-- Required work --
Set down every record below exactly as it stands.

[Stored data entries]
════════════════════
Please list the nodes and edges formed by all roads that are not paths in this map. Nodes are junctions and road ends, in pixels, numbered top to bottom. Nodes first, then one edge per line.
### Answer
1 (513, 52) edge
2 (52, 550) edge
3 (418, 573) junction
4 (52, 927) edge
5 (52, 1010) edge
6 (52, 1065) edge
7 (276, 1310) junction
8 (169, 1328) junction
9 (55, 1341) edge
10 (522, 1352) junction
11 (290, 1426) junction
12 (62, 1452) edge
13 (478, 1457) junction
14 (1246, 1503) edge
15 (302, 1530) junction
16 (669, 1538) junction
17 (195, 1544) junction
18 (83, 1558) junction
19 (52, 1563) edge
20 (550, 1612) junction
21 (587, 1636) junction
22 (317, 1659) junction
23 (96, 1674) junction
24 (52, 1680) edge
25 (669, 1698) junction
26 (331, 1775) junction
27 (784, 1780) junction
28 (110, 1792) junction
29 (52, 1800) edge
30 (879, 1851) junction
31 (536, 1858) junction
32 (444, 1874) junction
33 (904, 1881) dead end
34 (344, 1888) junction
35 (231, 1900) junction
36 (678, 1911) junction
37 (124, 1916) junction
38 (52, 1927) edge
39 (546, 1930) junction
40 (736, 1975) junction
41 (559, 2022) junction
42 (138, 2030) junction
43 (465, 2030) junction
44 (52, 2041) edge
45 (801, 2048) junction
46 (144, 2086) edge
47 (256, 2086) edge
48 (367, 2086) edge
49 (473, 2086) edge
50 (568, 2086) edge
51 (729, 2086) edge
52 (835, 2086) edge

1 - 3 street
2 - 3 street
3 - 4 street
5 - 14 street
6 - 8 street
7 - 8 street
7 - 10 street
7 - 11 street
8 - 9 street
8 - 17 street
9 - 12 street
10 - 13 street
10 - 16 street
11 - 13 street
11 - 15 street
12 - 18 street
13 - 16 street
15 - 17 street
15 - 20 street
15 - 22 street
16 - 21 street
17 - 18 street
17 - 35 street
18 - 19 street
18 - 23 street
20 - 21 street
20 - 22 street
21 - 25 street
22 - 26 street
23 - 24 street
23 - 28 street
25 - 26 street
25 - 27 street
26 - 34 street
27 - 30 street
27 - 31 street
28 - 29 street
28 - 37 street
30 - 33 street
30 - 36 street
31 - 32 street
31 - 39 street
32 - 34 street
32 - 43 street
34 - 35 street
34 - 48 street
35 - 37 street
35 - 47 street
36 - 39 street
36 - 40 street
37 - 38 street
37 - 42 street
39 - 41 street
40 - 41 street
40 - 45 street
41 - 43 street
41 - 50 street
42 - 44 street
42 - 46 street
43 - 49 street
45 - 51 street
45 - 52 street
════════════════════
-- Answer to this exercise --
Please list the nodes and edges formed by all roads that are not paths in this map. Nodes are junctions and road ends, in pixels, numbered top to bottom. Nodes first, then one edge per line.
### Answer
1 (513, 52) edge
2 (52, 550) edge
3 (418, 573) junction
4 (52, 927) edge
5 (52, 1010) edge
6 (52, 1065) edge
7 (276, 1310) junction
8 (169, 1328) junction
9 (55, 1341) edge
10 (522, 1352) junction
11 (290, 1426) junction
12 (62, 1452) edge
13 (478, 1457) junction
14 (1246, 1503) edge
15 (302, 1530) junction
16 (669, 1538) junction
17 (195, 1544) junction
18 (83, 1558) junction
19 (52, 1563) edge
20 (550, 1612) junction
21 (587, 1636) junction
22 (317, 1659) junction
23 (96, 1674) junction
24 (52, 1680) edge
25 (669, 1698) junction
26 (331, 1775) junction
27 (784, 1780) junction
28 (110, 1792) junction
29 (52, 1800) edge
30 (879, 1851) junction
31 (536, 1858) junction
32 (444, 1874) junction
33 (904, 1881) dead end
34 (344, 1888) junction
35 (231, 1900) junction
36 (678, 1911) junction
37 (124, 1916) junction
38 (52, 1927) edge
39 (546, 1930) junction
40 (736, 1975) junction
41 (559, 2022) junction
42 (138, 2030) junction
43 (465, 2030) junction
44 (52, 2041) edge
45 (801, 2048) junction
46 (144, 2086) edge
47 (256, 2086) edge
48 (367, 2086) edge
49 (473, 2086) edge
50 (568, 2086) edge
51 (729, 2086) edge
52 (835, 2086) edge

1 - 3 street
2 - 3 street
3 - 4 street
5 - 14 street
6 - 8 street
7 - 8 street
7 - 10 street
7 - 11 street
8 - 9 street
8 - 17 street
9 - 12 street
10 - 13 street
10 - 16 street
11 - 13 street
11 - 15 street
12 - 18 street
13 - 16 street
15 - 17 street
15 - 20 street
15 - 22 street
16 - 21 street
17 - 18 street
17 - 35 street
18 - 19 street
18 - 23 street
20 - 21 street
20 - 22 street
21 - 25 street
22 - 26 street
23 - 24 street
23 - 28 street
25 - 26 street
25 - 27 street
26 - 34 street
27 - 30 street
27 - 31 street
28 - 29 street
28 - 37 street
30 - 33 street
30 - 36 street
31 - 32 street
31 - 39 street
32 - 34 street
32 - 43 street
34 - 35 street
34 - 48 street
35 - 37 street
35 - 47 street
36 - 39 street
36 - 40 street
37 - 38 street
37 - 42 street
39 - 41 street
40 - 41 street
40 - 45 street
41 - 43 street
41 - 50 street
42 - 44 street
42 - 46 street
43 - 49 street
45 - 51 street
45 - 52 street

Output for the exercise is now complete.